Friday, November 28, 2008

H.R.H. The Prince of Wales on consumerism and technology

Some wise words from H.R.H. The Prince of Wales at a speech for the Foreign Press Association of London:

The Prince of Wales has delivered an impassioned plea against Western civilisation's burgeoning consumerism, warning that it is leading to an increasing dislocation between humanity and nature.

[…] Speaking at the Park Lane Hotel at the annual Foreign Press Association media awards, Prince Charles said he believed that living in an age in which technological ease had become an accustomed and easy part of life had also contributed to a loss of natural connection with nature and its patterns.

This, he argued, has led to a loosening of what he described as man's inner moorings, shifting a natural orientation outward onto "something extraneous to us".

And he asked if the increasing dependence on technology had begun to make human beings also believe - like the modernists [as in “scientific Modernist rationalism”] - that they and the world are merely part of "some enormous mechanical process".

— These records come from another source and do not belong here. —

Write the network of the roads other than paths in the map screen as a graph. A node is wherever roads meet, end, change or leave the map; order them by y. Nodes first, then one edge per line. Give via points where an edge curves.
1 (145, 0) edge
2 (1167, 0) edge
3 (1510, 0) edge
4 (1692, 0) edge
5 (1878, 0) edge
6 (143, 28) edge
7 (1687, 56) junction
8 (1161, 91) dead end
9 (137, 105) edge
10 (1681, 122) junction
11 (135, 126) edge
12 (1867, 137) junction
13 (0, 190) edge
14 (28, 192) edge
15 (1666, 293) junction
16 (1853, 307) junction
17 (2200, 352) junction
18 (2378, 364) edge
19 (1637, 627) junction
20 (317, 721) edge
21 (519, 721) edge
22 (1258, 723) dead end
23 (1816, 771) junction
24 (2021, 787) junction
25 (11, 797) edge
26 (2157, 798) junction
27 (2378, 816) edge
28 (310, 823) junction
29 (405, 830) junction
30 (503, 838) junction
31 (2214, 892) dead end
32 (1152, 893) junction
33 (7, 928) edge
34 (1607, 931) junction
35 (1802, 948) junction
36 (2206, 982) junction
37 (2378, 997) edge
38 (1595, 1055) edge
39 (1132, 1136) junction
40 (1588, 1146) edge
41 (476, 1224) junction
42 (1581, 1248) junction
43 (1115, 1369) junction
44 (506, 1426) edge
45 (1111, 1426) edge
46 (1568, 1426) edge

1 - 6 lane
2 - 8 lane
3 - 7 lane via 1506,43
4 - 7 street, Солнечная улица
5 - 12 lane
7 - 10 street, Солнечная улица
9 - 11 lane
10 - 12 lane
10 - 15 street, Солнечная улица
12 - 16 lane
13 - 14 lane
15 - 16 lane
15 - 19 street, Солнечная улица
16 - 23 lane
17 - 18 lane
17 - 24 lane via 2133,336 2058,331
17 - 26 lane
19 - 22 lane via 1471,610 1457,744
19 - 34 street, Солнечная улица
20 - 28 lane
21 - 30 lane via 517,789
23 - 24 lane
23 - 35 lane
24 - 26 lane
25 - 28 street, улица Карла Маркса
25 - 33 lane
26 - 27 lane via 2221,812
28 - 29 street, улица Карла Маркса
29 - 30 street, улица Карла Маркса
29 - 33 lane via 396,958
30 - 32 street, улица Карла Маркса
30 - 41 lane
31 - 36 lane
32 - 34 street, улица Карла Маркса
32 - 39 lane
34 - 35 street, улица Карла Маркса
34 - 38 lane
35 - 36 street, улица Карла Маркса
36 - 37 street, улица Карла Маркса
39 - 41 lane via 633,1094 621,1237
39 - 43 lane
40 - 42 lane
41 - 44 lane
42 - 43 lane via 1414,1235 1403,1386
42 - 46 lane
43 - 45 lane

[…] Prince Charles said that, despite enormous levels of consumption in developed nations, more and more people admitted to feeling dissatisfied and depressed and neurological and sociological research is showing similar results.

[…] "One of the downsides of consumerism, it seems to me, is that it forces us to compromise on issues that should not be compromised. I'm sure there are many people who know that it is wrong to plunder the Earth's treasures as recklessly as we do, but the comprehensive world view which we now inhabit persuades us that such destruction is justified because of the freedom it brings us, not to say the profits," he said.

"In other words, our tendency to consume is legitimised by a view of the world that puts humanity at the centre of things, operating with an absolute right over nature. And that makes it a very dangerous world view indeed."
The text of the speech is available at His Royal Higness’s website:

Note that I applaud much (but not all) of the letter of the speech, but not necessarily the spirit of it, if you know what I mean. Nonetheless, the advance of technology has certainly had the unfortunate consequence of the human race starting to think that it can not only subdue nature but even re-write it, so to speak; hence the tinkering with natural institutions like marriage and the obscene production of ‘animal-human hybrids’.

Reginaldvs Cantvar
28.XI.2008 A.D.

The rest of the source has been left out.